▸ Your task
Determine the number of lines in the listing below in which the word "Madres" is present, and state it without comment.

▸ Excerpted records
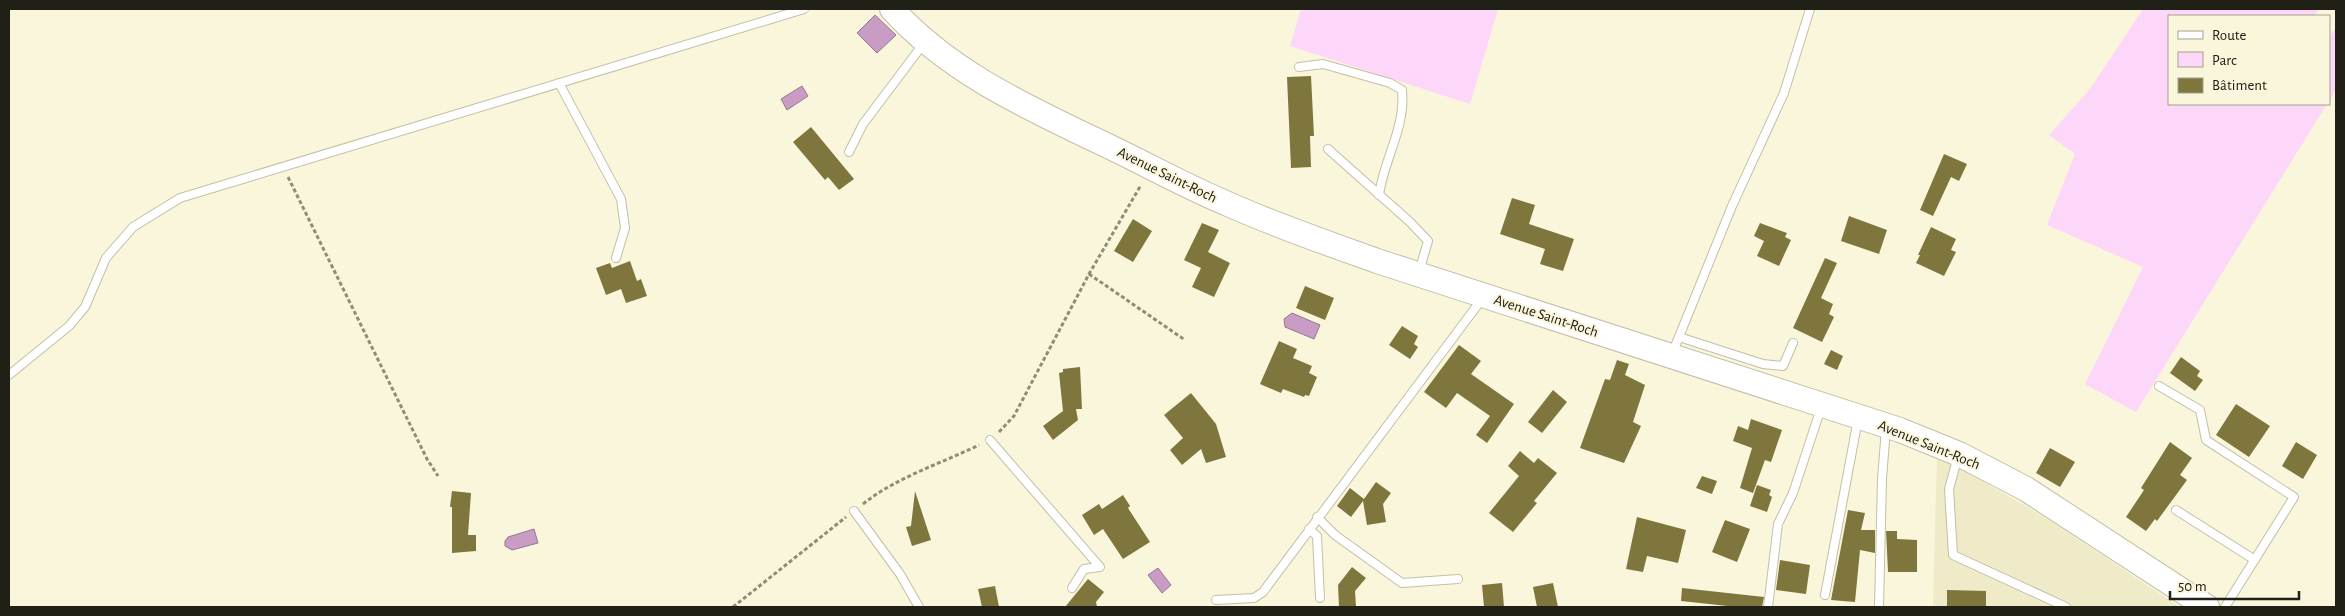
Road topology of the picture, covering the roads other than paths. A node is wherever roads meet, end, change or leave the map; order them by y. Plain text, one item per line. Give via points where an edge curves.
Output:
1 (804, 9) edge
2 (892, 9) edge
3 (1810, 9) edge
4 (925, 41) junction
5 (1300, 66) dead end
6 (559, 83) junction
7 (1328, 149) dead end
8 (849, 152) dead end
9 (1379, 195) junction
10 (616, 258) dead end
11 (1419, 274) junction
12 (1484, 296) junction
13 (1793, 343) dead end
14 (1675, 346) junction
15 (9, 376) edge
16 (2159, 386) dead end
17 (1822, 405) junction
18 (1859, 417) junction
19 (1886, 426) junction
20 (990, 440) road end
21 (1959, 454) junction
22 (2176, 510) dead end
23 (854, 511) road end
24 (1317, 517) junction
25 (1309, 529) junction
26 (2255, 560) junction
27 (1458, 579) dead end
28 (1072, 588) dead end
29 (1825, 595) dead end
30 (1320, 598) dead end
31 (1216, 600) dead end
32 (919, 607) edge
33 (1768, 607) edge
34 (1880, 607) edge
35 (2066, 607) edge
36 (2207, 607) edge
37 (2225, 607) edge

1 - 6 lane
2 - 4 main road, Avenue Saint-Roch
3 - 14 lane via 1784,93 1732,206
4 - 8 lane via 863,124
4 - 11 main road, Avenue Saint-Roch via 1001,93 1226,204 1298,233
5 - 9 lane via 1323,64 1390,83 1402,90 1402,120
6 - 10 lane via 621,199 625,228
6 - 15 lane via 180,198 133,227 106,258 85,307
7 - 9 lane
9 - 11 lane via 1428,241
11 - 12 main road, Avenue Saint-Roch
12 - 14 main road, Avenue Saint-Roch
12 - 24 lane
13 - 14 lane via 1783,366
14 - 17 main road, Avenue Saint-Roch
16 - 26 lane via 2200,410 2206,440 2294,497
17 - 18 main road, Avenue Saint-Roch
17 - 33 lane via 1793,493 1778,524
18 - 19 main road, Avenue Saint-Roch
18 - 29 lane
19 - 21 main road, Avenue Saint-Roch
19 - 34 lane
20 - 28 lane via 1100,567 1084,569
21 - 35 lane via 1949,488 1953,555
21 - 36 main road, Avenue Saint-Roch via 2026,489
22 - 26 lane
23 - 32 lane via 900,574
24 - 25 lane
24 - 27 lane via 1402,583
25 - 30 lane via 1317,536
25 - 31 lane via 1263,592 1254,598
26 - 37 lane

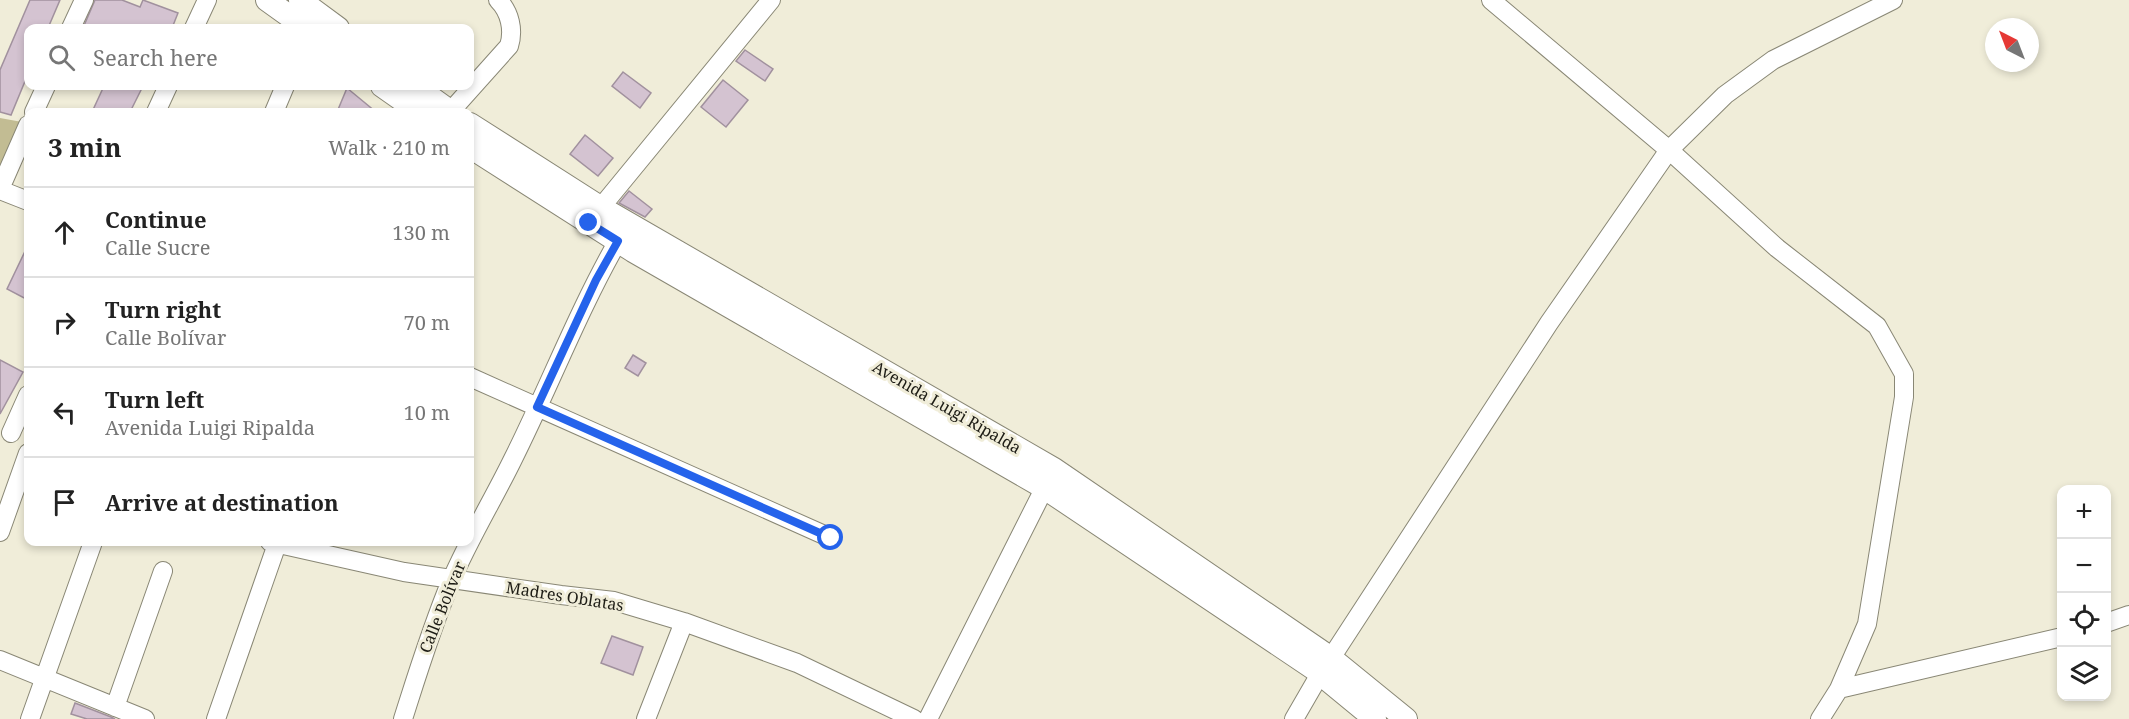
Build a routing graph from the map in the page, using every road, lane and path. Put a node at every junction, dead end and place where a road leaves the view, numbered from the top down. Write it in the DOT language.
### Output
graph roads {
  1 [pos="84,0"];
  2 [pos="207,0"];
  3 [pos="267,0"];
  4 [pos="300,0"];
  5 [pos="498,0"];
  6 [pos="771,0"];
  7 [pos="1491,0"];
  8 [pos="1893,0"];
  9 [pos="73,24"];
  10 [pos="196,24"];
  11 [pos="300,24"];
  12 [pos="333,24"];
  13 [pos="474,86"];
  14 [pos="44,90"];
  15 [pos="166,90"];
  16 [pos="283,90"];
  17 [pos="470,90"];
  18 [pos="399,93"];
  19 [pos="36,108"];
  20 [pos="158,108"];
  21 [pos="276,108"];
  22 [pos="414,108"];
  23 [pos="440,108"];
  24 [pos="455,108"];
  25 [pos="474,127"];
  26 [pos="24,134"];
  27 [pos="474,149"];
  28 [pos="1669,150"];
  29 [pos="0,190"];
  30 [pos="24,199"];
  31 [pos="594,215"];
  32 [pos="618,241"];
  33 [pos="474,379"];
  34 [pos="24,401"];
  35 [pos="537,407"];
  36 [pos="6,430"];
  37 [pos="24,441"];
  38 [pos="24,464"];
  39 [pos="1049,478"];
  40 [pos="0,532"];
  41 [pos="474,533"];
  42 [pos="831,538"];
  43 [pos="92,546"];
  44 [pos="273,546"];
  45 [pos="287,546"];
  46 [pos="468,546"];
  47 [pos="162,571"];
  48 [pos="452,579"];
  49 [pos="2129,615"];
  50 [pos="2111,621"];
  51 [pos="684,622"];
  52 [pos="2057,639"];
  53 [pos="0,660"];
  54 [pos="1325,666"];
  55 [pos="45,679"];
  56 [pos="1839,689"];
  57 [pos="115,707"];
  58 [pos="30,719"];
  59 [pos="145,719"];
  60 [pos="216,719"];
  61 [pos="403,719"];
  62 [pos="646,719"];
  63 [pos="915,719"];
  64 [pos="928,719"];
  65 [pos="1294,719"];
  66 [pos="1375,719"];
  67 [pos="1406,719"];
  68 [pos="1820,719"];
  1 -- 9 [label="street"];
  2 -- 10 [label="street"];
  3 -- 11 [label="street"];
  4 -- 12 [label="street"];
  5 -- 13 [label="street"];
  6 -- 31 [label="street"];
  7 -- 28 [label="street"];
  8 -- 28 [label="street"];
  14 -- 19 [label="street"];
  15 -- 20 [label="street"];
  16 -- 21 [label="street"];
  17 -- 24 [label="street"];
  18 -- 22 [label="street"];
  18 -- 23 [label="street"];
  25 -- 31 [label="street, Avenida Luigi Ripalda"];
  26 -- 29 [label="street"];
  27 -- 31 [label="street, Avenida Luigi Ripalda"];
  28 -- 54 [label="street"];
  28 -- 56 [label="street"];
  29 -- 30 [label="street"];
  31 -- 32 [label="street, Avenida Luigi Ripalda"];
  31 -- 39 [label="street, Avenida Luigi Ripalda"];
  32 -- 35 [label="street, Calle Bolívar"];
  32 -- 39 [label="street, Avenida Luigi Ripalda"];
  33 -- 35 [label="street"];
  34 -- 36 [label="street"];
  35 -- 41 [label="street, Calle Bolívar"];
  35 -- 42 [label="street"];
  36 -- 37 [label="street"];
  38 -- 40 [label="street"];
  39 -- 54 [label="street, Avenida Luigi Ripalda"];
  39 -- 64 [label="street"];
  43 -- 55 [label="street"];
  44 -- 60 [label="street"];
  45 -- 48 [label="street, Madres Oblatas"];
  46 -- 48 [label="street, Calle Bolívar"];
  47 -- 57 [label="street"];
  48 -- 51 [label="street, Madres Oblatas"];
  48 -- 61 [label="street, Calle Bolívar"];
  49 -- 50 [label="street"];
  51 -- 62 [label="street"];
  51 -- 63 [label="street, Madres Oblatas"];
  52 -- 56 [label="street"];
  53 -- 55 [label="street"];
  54 -- 65 [label="street"];
  54 -- 66 [label="street, Avenida Luigi Ripalda"];
  54 -- 67 [label="street, Avenida Luigi Ripalda"];
  55 -- 57 [label="street"];
  55 -- 58 [label="street"];
  56 -- 68 [label="street"];
  57 -- 59 [label="street"];
}
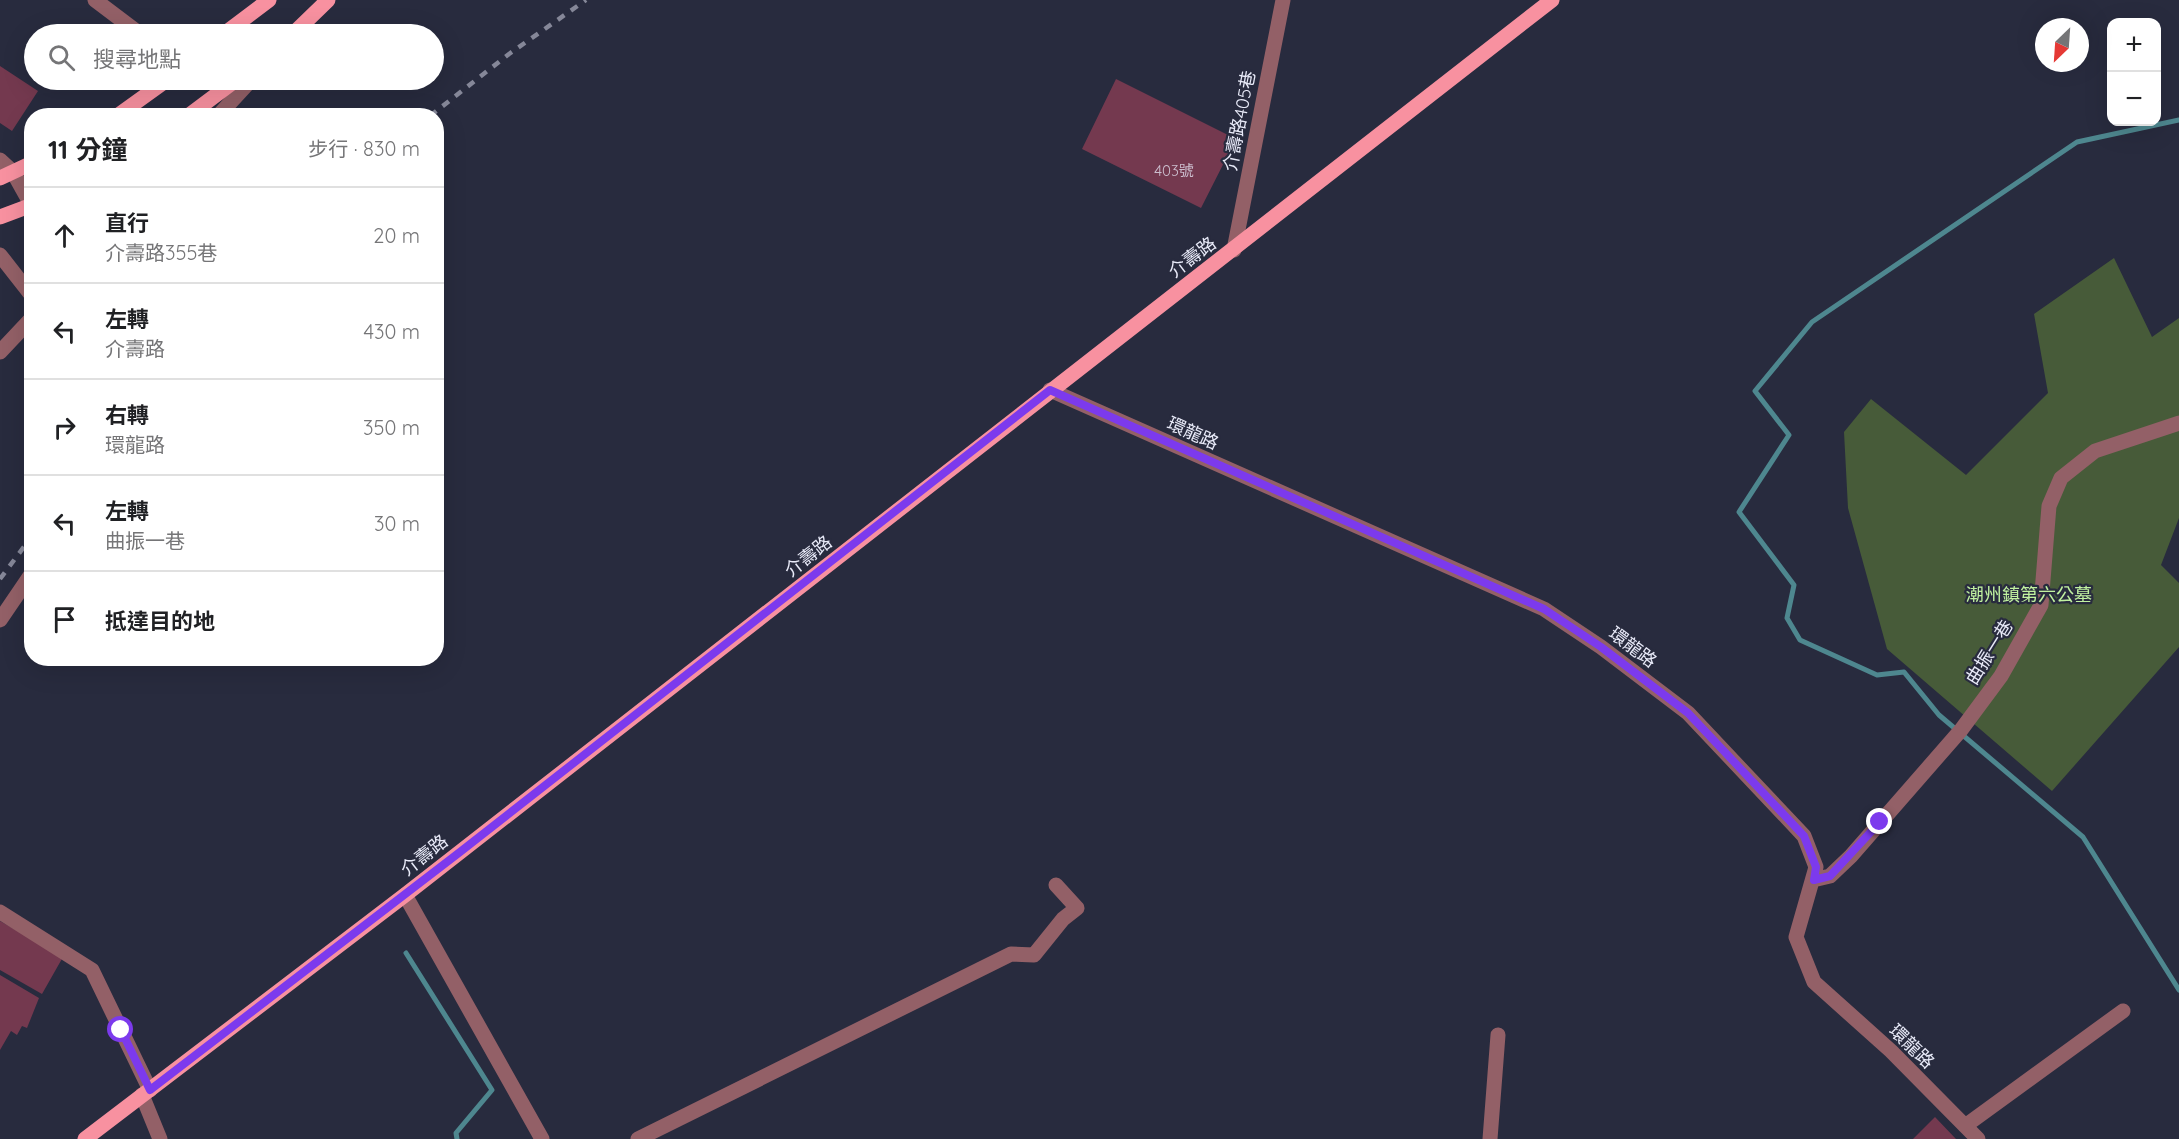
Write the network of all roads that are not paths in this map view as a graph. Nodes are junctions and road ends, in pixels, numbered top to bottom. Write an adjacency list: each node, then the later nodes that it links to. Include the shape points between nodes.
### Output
1 (269, 0): 7 (main road)
2 (328, 0): 8 (main road)
3 (1283, 0): 21 (street, 介壽路405巷)
4 (1552, 0): 21 (main road, 介壽路)
5 (98, 1): 6 (street)
6 (127, 24)
7 (237, 24)
8 (303, 24)
9 (153, 90): 12 (main road)
10 (223, 90): 13 (main road)
11 (241, 90): 14 (street)
12 (128, 108)
13 (199, 108)
14 (225, 108)
15 (0, 160): 17 (street)
16 (24, 167): 17 (main road)
17 (7, 175): 18 (street)
18 (24, 196)
19 (24, 207): 20 (main road)
20 (0, 216)
21 (1234, 250): 26 (main road, 介壽路)
22 (0, 255): 23 (street)
23 (24, 286)
24 (24, 326): 25 (street)
25 (0, 351)
26 (1050, 390): 30 (street, 環龍路, via 1544,609 1688,713 1804,836 1816,867); 32 (main road, 介壽路)
27 (2179, 423): 30 (street, 曲振一巷, via 2095,451 2061,478 2049,506 2041,605 2001,676 1958,734 1851,856 1830,876)
28 (24, 585): 29 (street)
29 (0, 620)
30 (1814, 880): 37 (street, 環龍路, via 1796,937 1814,982 1891,1051)
31 (1056, 885): 41 (street, via 1077,908 1034,955 1011,954)
32 (405, 895): 36 (main road, 介壽路); 40 (street)
33 (0, 912): 36 (street, via 92,970)
34 (2123, 1011): 37 (street)
35 (1498, 1035): 42 (street)
36 (146, 1093): 38 (main road, 介壽路); 39 (street)
37 (1965, 1126): 43 (street, 環龍路)
38 (85, 1139)
39 (160, 1139)
40 (542, 1139)
41 (638, 1139)
42 (1490, 1139)
43 (1978, 1139)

▸ Solution
3